- _What is needed_:
Take the line that has "Write the network" in it and every line after it to the end of the entries, and reproduce them exactly.

- _Input data_:
---+---
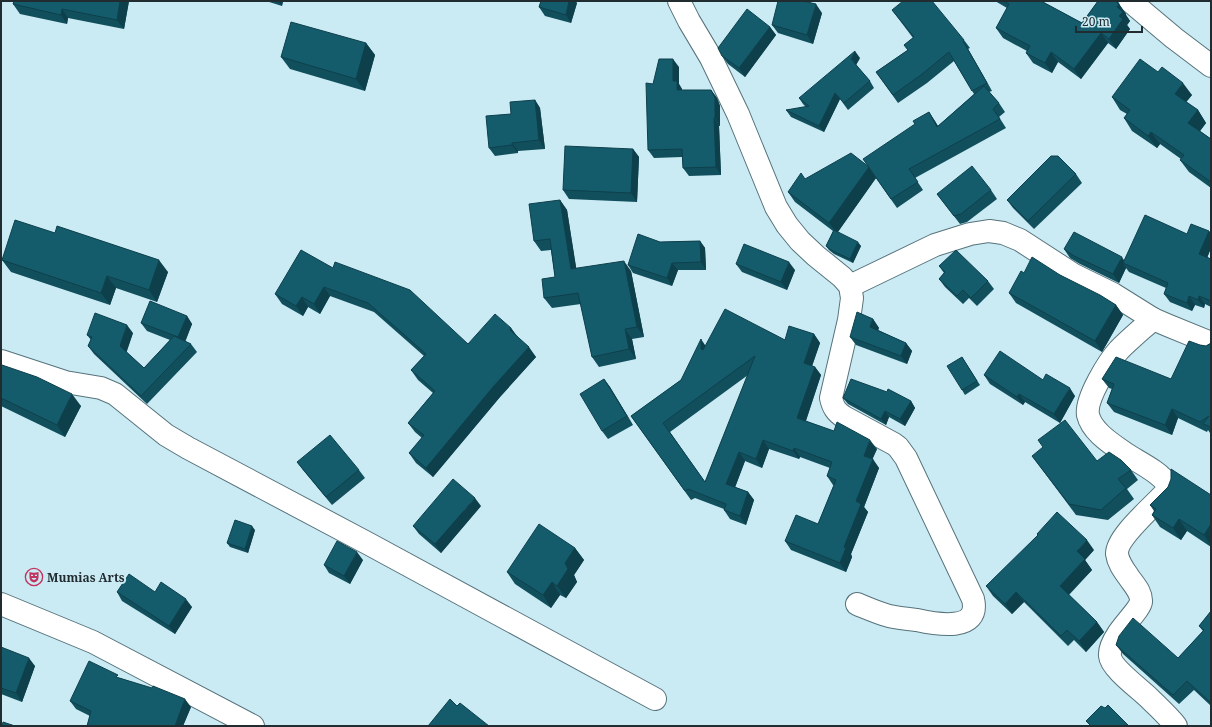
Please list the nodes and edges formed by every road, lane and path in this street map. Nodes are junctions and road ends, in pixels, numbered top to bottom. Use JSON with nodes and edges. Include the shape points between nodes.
{"nodes":[{"id":1,"x":679,"y":1,"type":"edge"},
{"id":2,"x":1130,"y":1,"type":"edge"},
{"id":3,"x":1211,"y":66,"type":"edge"},
{"id":4,"x":850,"y":286,"type":"junction"},
{"id":5,"x":1153,"y":319,"type":"junction"},
{"id":6,"x":1211,"y":343,"type":"edge"},
{"id":7,"x":1,"y":361,"type":"edge"},
{"id":8,"x":1,"y":604,"type":"edge"},
{"id":9,"x":857,"y":604,"type":"dead end"},
{"id":10,"x":655,"y":699,"type":"dead end"},
{"id":11,"x":253,"y":726,"type":"edge"},
{"id":12,"x":1176,"y":726,"type":"edge"}],
"edges":[{"from":1,"to":4,"type":"street","via":[[738,114],[776,207],[800,241]]},
{"from":2,"to":3,"type":"street"},
{"from":4,"to":5,"type":"street","via":[[936,245],[989,231],[1020,240],[1074,275],[1113,294]]},
{"from":4,"to":9,"type":"street","via":[[852,308],[832,391],[833,406],[836,412],[898,447],[906,458],[973,599],[974,606],[968,619],[950,624],[890,616]]},
{"from":5,"to":6,"type":"street"},
{"from":5,"to":12,"type":"street","via":[[1119,350],[1093,392],[1088,414],[1101,435],[1168,484],[1167,491],[1127,532],[1118,547],[1118,562],[1139,593],[1141,604],[1112,644],[1110,656],[1114,666]]},
{"from":7,"to":10,"type":"street","via":[[65,382],[101,388],[115,394],[166,435],[188,448]]},
{"from":8,"to":11,"type":"street","via":[[93,642]]}]}
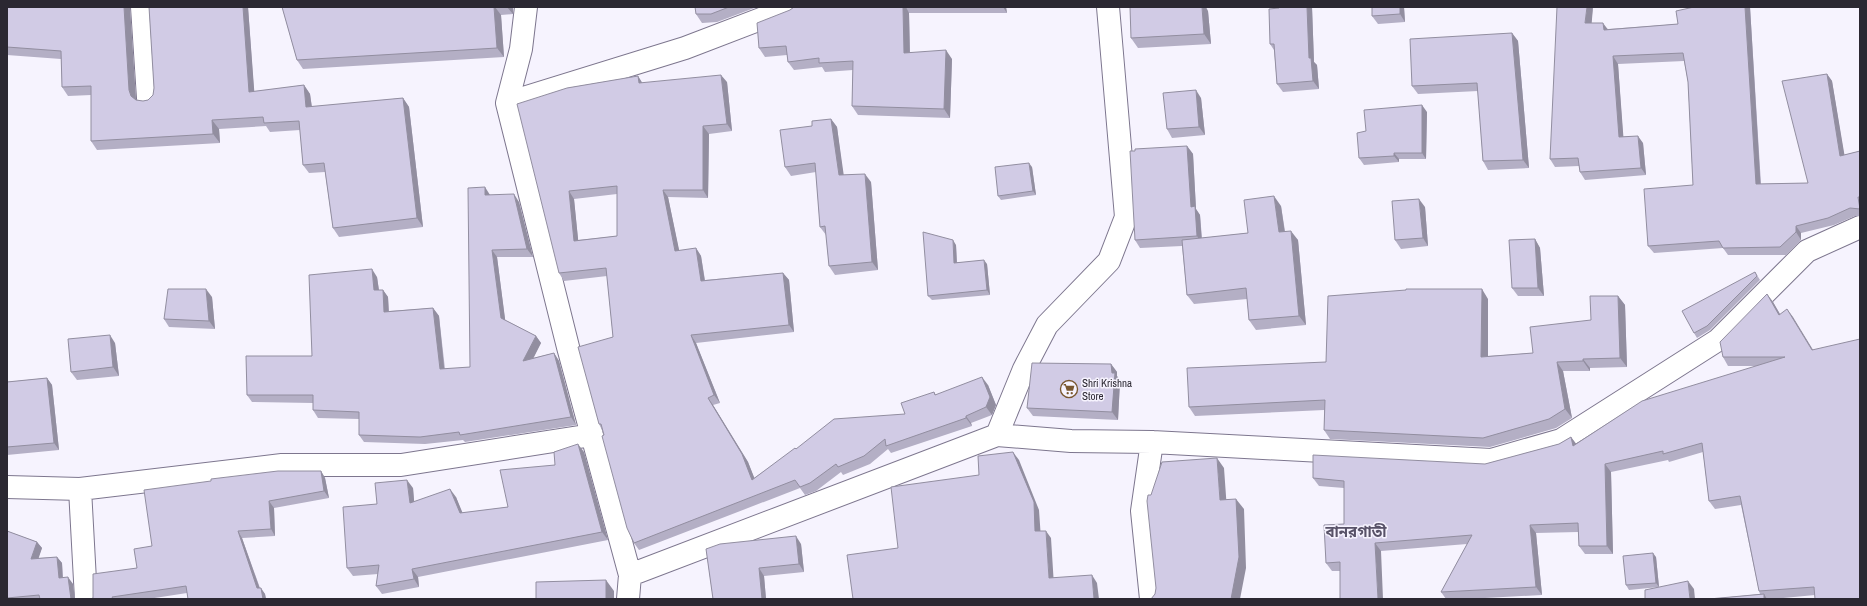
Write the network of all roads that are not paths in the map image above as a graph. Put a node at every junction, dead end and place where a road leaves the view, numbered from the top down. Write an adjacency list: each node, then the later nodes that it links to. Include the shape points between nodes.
1 (142, 7): 5 (street)
2 (526, 7): 6 (street, via 521,49)
3 (792, 7): 6 (street, via 685,48)
4 (1108, 7): 9 (street, via 1126,217 1108,261 1047,325 1024,369)
5 (148, 98)
6 (507, 103): 8 (street)
7 (1860, 227): 10 (street, via 1807,251 1718,340 1561,440 1492,460)
8 (592, 435): 12 (street, via 401,465 282,465); 13 (street)
9 (997, 435): 10 (street, via 1071,442); 13 (street)
10 (1152, 442): 16 (street, via 1142,511)
11 (7, 487): 12 (street)
12 (80, 489): 14 (street)
13 (630, 575): 15 (street)
14 (86, 599)
15 (628, 599)
16 (1151, 599)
---+---
- _Solution for this task_:
Write the network of all roads that are not paths in the map image above as a graph. Put a node at every junction, dead end and place where a road leaves the view, numbered from the top down. Write an adjacency list: each node, then the later nodes that it links to. Include the shape points between nodes.
1 (142, 7): 5 (street)
2 (526, 7): 6 (street, via 521,49)
3 (792, 7): 6 (street, via 685,48)
4 (1108, 7): 9 (street, via 1126,217 1108,261 1047,325 1024,369)
5 (148, 98)
6 (507, 103): 8 (street)
7 (1860, 227): 10 (street, via 1807,251 1718,340 1561,440 1492,460)
8 (592, 435): 12 (street, via 401,465 282,465); 13 (street)
9 (997, 435): 10 (street, via 1071,442); 13 (street)
10 (1152, 442): 16 (street, via 1142,511)
11 (7, 487): 12 (street)
12 (80, 489): 14 (street)
13 (630, 575): 15 (street)
14 (86, 599)
15 (628, 599)
16 (1151, 599)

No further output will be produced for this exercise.